A classification-based system such as this one will certainly have some errors, and needs to be able to trade off false positives against missed detections as per the product goals. For example, due to the weak labels in the training dataset, the model was often confused between events that tended to co-occur. For example, a segment labeled “laugh” would usually contain both speech and laughter and the model for “laugh” would have a hard time distinguishing them in test data. In our system, we allow further restrictions based on time spent in the ON state (i.e. do not determine sound X to be detected unless it was determined to be present for at least Y seconds) to push performance toward a desired point in the precision-recall curve.

Once we were satisfied with the performance of our system in temporally localizing sound effect captions based on our offline evaluation metrics, we were faced with the following: how do we combine the sound effect and speech captions to create a single automatic caption track, and how (or when) do we present sound effect information to the user to make it most useful to them?

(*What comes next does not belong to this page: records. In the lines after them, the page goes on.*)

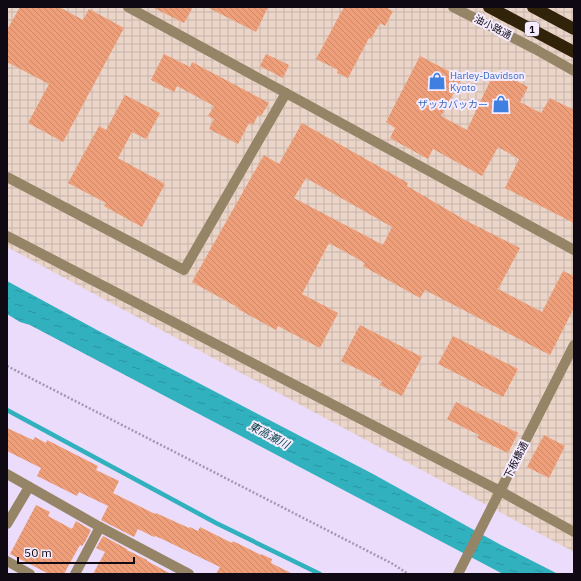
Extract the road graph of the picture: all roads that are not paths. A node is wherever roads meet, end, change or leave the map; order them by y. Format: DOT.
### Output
graph roads {
  1 [pos="128,7"];
  2 [pos="453,7"];
  3 [pos="489,7"];
  4 [pos="533,7"];
  5 [pos="574,29"];
  6 [pos="574,52"];
  7 [pos="574,71"];
  8 [pos="286,93"];
  9 [pos="7,177"];
  10 [pos="7,236"];
  11 [pos="574,250"];
  12 [pos="574,345"];
  13 [pos="7,474"];
  14 [pos="29,486"];
  15 [pos="499,494"];
  16 [pos="7,524"];
  17 [pos="100,527"];
  18 [pos="574,532"];
  19 [pos="7,562"];
  20 [pos="30,574"];
  21 [pos="75,574"];
  22 [pos="189,574"];
  23 [pos="458,574"];
  1 -- 8 [label="street"];
  2 -- 7 [label="street, 油小路通"];
  3 -- 6 [label="highway, 1"];
  4 -- 5 [label="highway, 1"];
  8 -- 9 [label="street"];
  8 -- 11 [label="street"];
  10 -- 15 [label="street"];
  12 -- 15 [label="street, 下板橋通"];
  13 -- 14 [label="street"];
  14 -- 16 [label="street"];
  14 -- 17 [label="street"];
  15 -- 18 [label="street"];
  15 -- 23 [label="street, 下板橋通"];
  17 -- 21 [label="street"];
  17 -- 22 [label="street"];
  19 -- 20 [label="street"];
}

Adding Sound Effect Information into the Automatic Captions Track
Once we had a system capable of accurately detecting and classifying the ambient sounds in video, we investigated how to convey that information to the viewer in an effective way. In collaboration with our User Experience (UX) research teams, we explored various design options and tested them in a qualitative pilot usability study. The participants of the study had different hearing levels and varying needs for captions. We asked participants a number of questions including whether it improved their overall experience, their ability to follow events in the video and extract relevant information from the caption track, to understand the effect of variables such as:
  • Using separate parts of the screen for speech and sound effect captions.
  • Interleaving the speech and sound effect captions as they occur.
  • Only showing sound effect captions at the end of sentences or when there is a pause in speech (even if they occurred in the middle of speech).
  • How hearing users perceive captions when watching with the sound off.
While it wasn’t surprising that almost all users appreciated the added sound effect information when it was accurate, we also paid specific attention to the feedback when the sound detection system made an error (a false positive when determining presence of a sound, or failing to detect an occurrence). This presented a surprising result: when sound effect information was incorrect, it did not detract from the participant’s experience in roughly 50% of the cases. Based upon participant feedback, the reasons for this appear to be:
  • Participants who could hear the audio were able to ignore the inaccuracies.
  • Participants who could not hear the audio interpreted the error as the presence of a sound event, and that they had not missed out on critical speech information.
Overall, users reported that they would be fine with the system making the occasional mistake as long as it was able to provide good information far more often than not.

Looking Forward
Our work toward enabling automatic sound effect captions for YouTube videos and the initial rollout is a step toward making the richness of content in videos more accessible to our users who experience videos in different ways and in different environments that require captions. We’ve developed a framework to enrich the automatic caption track with sound effects, but there is still much to be done here. We hope that this will spur further work and discussion in the community around improving captions using not only automatic techniques, but also around ways to make creator-generated and community-contributed caption tracks richer (including perhaps, starting with the auto-captions) and better to further improve the viewing experience for our users.